At the time, it took a great deal of determination and vision on the part of the company’s directors to agree to make such an adventure part of Loto-Québec’s mission. However, they did, and Loto-Québec adopted policies designed to launch the contemporary visual arts collection that would, over the years, become a fundamental part of the organization’s social identity. This collection enriches Québec’s cultural heritage and reflects the diversity and exceptional talent of the province’s professional artists. The Collection Loto-Québec provides dynamic support to the production and exposure of Québec’s culture, thanks in no small part to the close ties that the Collection has established with the arts community.
Within Loto-Québec itself, the Collection has piqued the interest of the organization’s 7,000 or so employees. Every day, the works on display engage employees, enrich their lives by offering new visual experiences, deepen their sense of esthetics, sharpen their understanding of the creative process and artistic life, and sensitize them to present-day art.
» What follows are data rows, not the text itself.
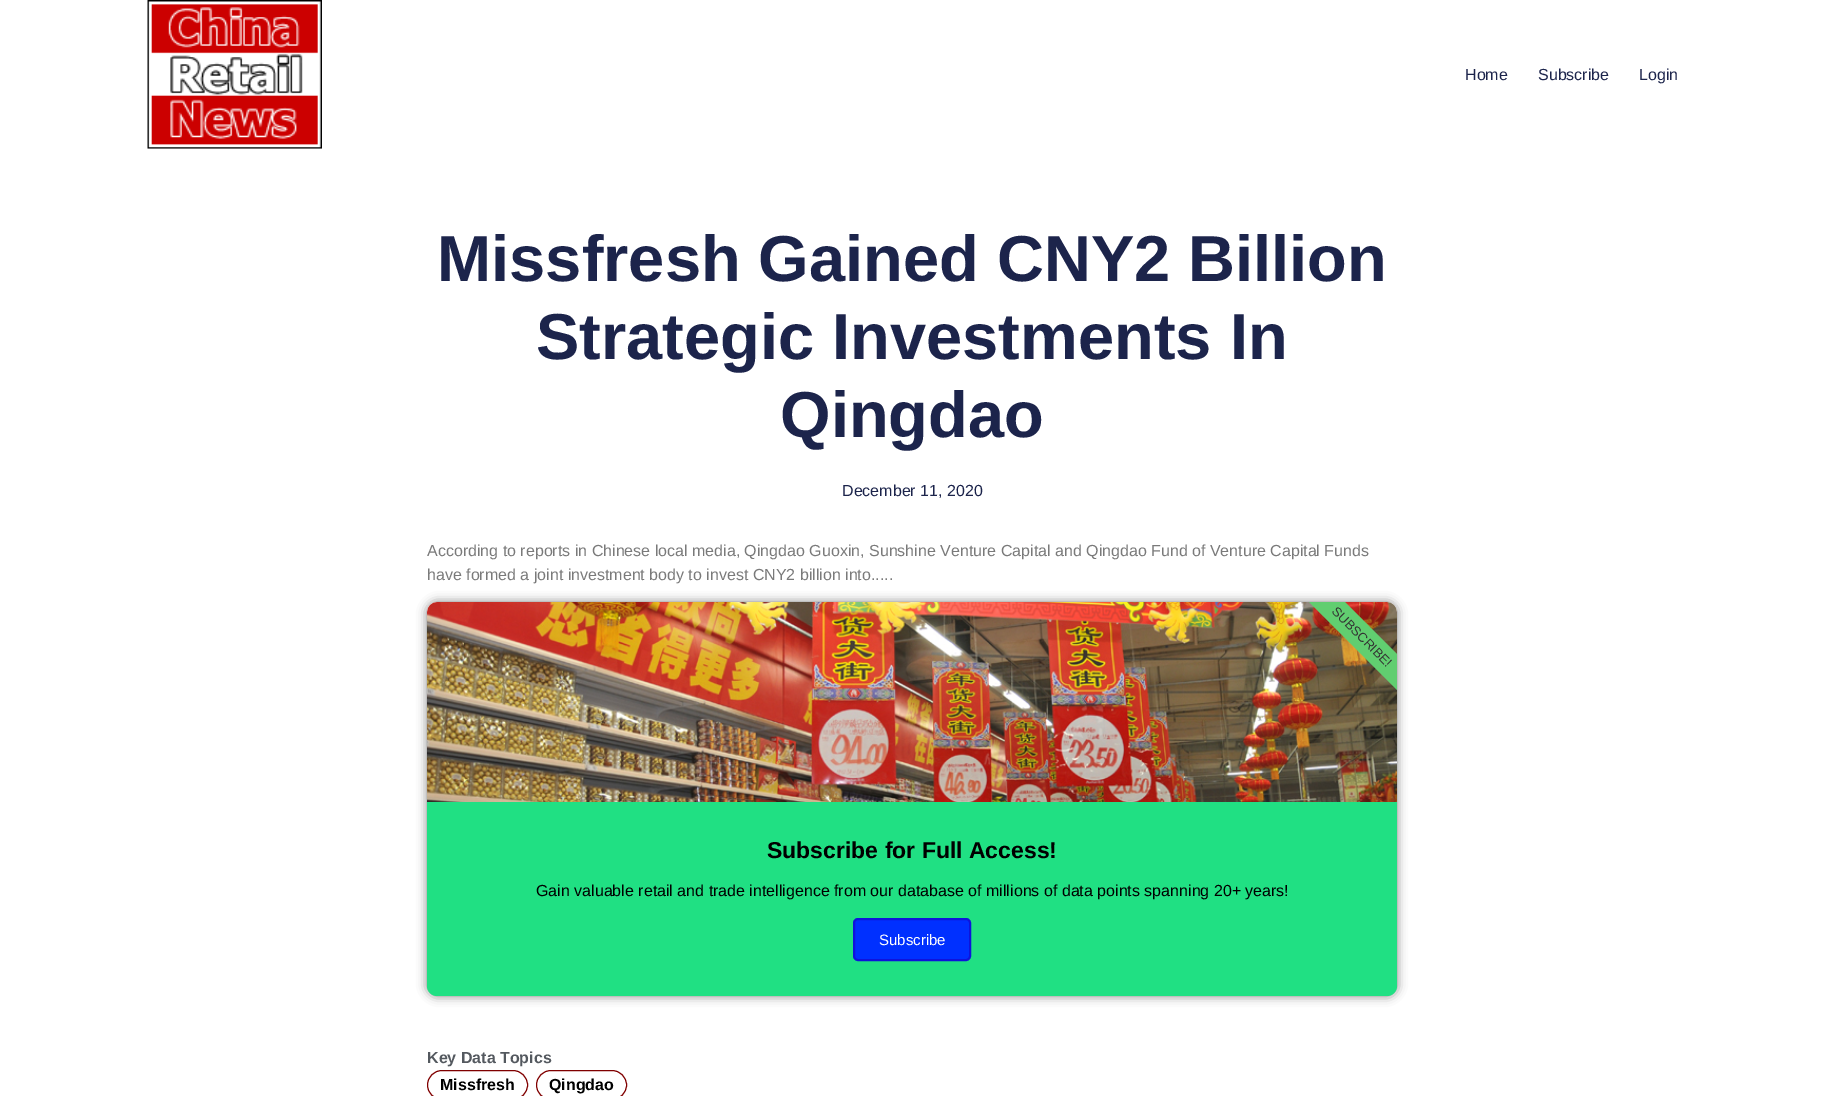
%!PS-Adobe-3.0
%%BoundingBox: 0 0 1824 1096
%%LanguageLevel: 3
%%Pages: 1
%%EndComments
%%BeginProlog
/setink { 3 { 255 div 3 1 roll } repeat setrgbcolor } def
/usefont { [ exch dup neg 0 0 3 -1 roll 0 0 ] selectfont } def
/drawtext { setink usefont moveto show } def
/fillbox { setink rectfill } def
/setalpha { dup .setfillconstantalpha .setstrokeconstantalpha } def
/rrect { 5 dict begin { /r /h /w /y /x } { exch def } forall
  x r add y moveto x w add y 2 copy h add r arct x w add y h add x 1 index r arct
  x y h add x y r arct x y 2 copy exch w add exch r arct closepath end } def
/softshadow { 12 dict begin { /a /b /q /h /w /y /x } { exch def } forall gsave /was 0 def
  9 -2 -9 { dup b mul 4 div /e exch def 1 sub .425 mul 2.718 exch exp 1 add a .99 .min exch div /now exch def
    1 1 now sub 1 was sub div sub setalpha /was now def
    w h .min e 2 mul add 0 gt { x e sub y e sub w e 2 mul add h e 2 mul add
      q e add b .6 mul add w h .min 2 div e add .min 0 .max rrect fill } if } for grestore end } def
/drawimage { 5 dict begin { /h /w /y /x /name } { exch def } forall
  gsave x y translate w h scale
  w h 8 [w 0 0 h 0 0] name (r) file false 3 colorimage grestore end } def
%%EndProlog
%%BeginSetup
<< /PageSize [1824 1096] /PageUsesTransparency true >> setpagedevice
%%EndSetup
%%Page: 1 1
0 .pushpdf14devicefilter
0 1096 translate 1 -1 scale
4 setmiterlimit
0 0 1824 1096 255 255 255 fillbox
(assets/img1.rgb) 147 0 175 149 drawimage
(Home) 1465 80 /LiberationSans-Regular 16 28 36 75 drawtext
(Subscribe) 1538 80 /LiberationSans-Regular 16 28 36 75 drawtext
(Login) 1639 80 /LiberationSans-Regular 16 28 36 75 drawtext
(Missfresh Gained CNY2 Billion) 437 281 /LiberationSans-Bold 65 28 36 75 drawtext
(Strategic Investments In) 536 359 /LiberationSans-Bold 65 28 36 75 drawtext
(Qingdao) 780 437 /LiberationSans-Bold 65 28 36 75 drawtext
(December 11, 2020) 842 496 /LiberationSans-Regular 16 28 36 75 drawtext
(According to reports in Chinese local media, Qingdao Guoxin, Sunshine Venture Capital and Qingdao Fund of Venture Capital Funds) 427 556 /LiberationSans-Regular 16 122 122 122 drawtext
(have formed a joint investment body to invest CNY2 billion into.....) 427 580 /LiberationSans-Regular 16 122 122 122 drawtext
0 0 0 setink
427 602 970 394 10 5 0.5 softshadow
(assets/img2.rgb) 427 602 970 200 drawimage
97 206 112 setink
1397 690 moveto 1309 602 lineto 1345 602 lineto 1397 654 lineto closepath fill
/LiberationSans-Regular 13 usefont
51 51 51 setink
gsave 1331 612 translate 45 rotate 0 0 moveto (SUBSCRIBE!) show grestore
32 224 131 setink
427 802 moveto 1397 802 lineto 1397 986 lineto 1397 991.5 1392.5 996 1387 996 curveto 437 996 lineto 431.5 996 427 991.5 427 986 curveto closepath fill
(Subscribe for Full Access!) 767 858 /LiberationSans-Bold 23 0 0 0 drawtext
(Gain valuable retail and trade intelligence from our database of millions of data points spanning 20+ years!) 536 896 /LiberationSans-Regular 16 0 0 0 drawtext
0 48 255 setink
854 919 116 41 4 rrect gsave fill grestore
15 19 219 setink
2 setlinewidth
stroke
(Subscribe) 879 945 /LiberationSans-Regular 15 255 255 255 drawtext
(Key Data Topics) 427 1063 /LiberationSans-Bold 16 84 89 95 drawtext
128 0 0 setink
1 setlinewidth
427.5 1070.5 100 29 14.5 rrect stroke
(Missfresh) 440 1090 /LiberationSans-Bold 16 0 0 0 drawtext
128 0 0 setink
536.5 1070.5 90 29 14.5 rrect stroke
(Qingdao) 549 1090 /LiberationSans-Bold 16 0 0 0 drawtext
.poppdf14devicefilter showpage
%%EOF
The Collection Loto-Québec is actively involved in the arts community throughout Québec. The provincial printmaking and sculpture competitions, the Prix de la relève au pluriel, the Repérage sales exhibit program, the regional Collection artwork tours, the programs created to integrate works of art into architecture, the sponsorships and the artwork acquisition events have had significant positive impacts on Québec’s cultural environment. What’s more, in 1997, the Collection’s acquisition of three major works by artist Jean-Paul Riopelle, including the famous painting Rosa-Luxembourg, led to a partnership with the Musée national des beaux-arts du Québec. This flagship artwork has become a source of inspiration for all Quebecers, not to mention an attraction for countless visitors who come to admire the series of remarkable paintings adorning a 40-metre expanse of Salle Jean-Paul-Riopelle–Loto-Québec.
Because it is young, alive and current, as well as available to a wide audience by being displayed in a variety of exhibition and cultural venues, the Collection Loto-Québec serves as a museum for a variety of audiences. At the same time, the Collection proudly fulfils its role as a corporate collection recognized, within its own industry, as one of the leaders in Québec’s contemporary visual arts community.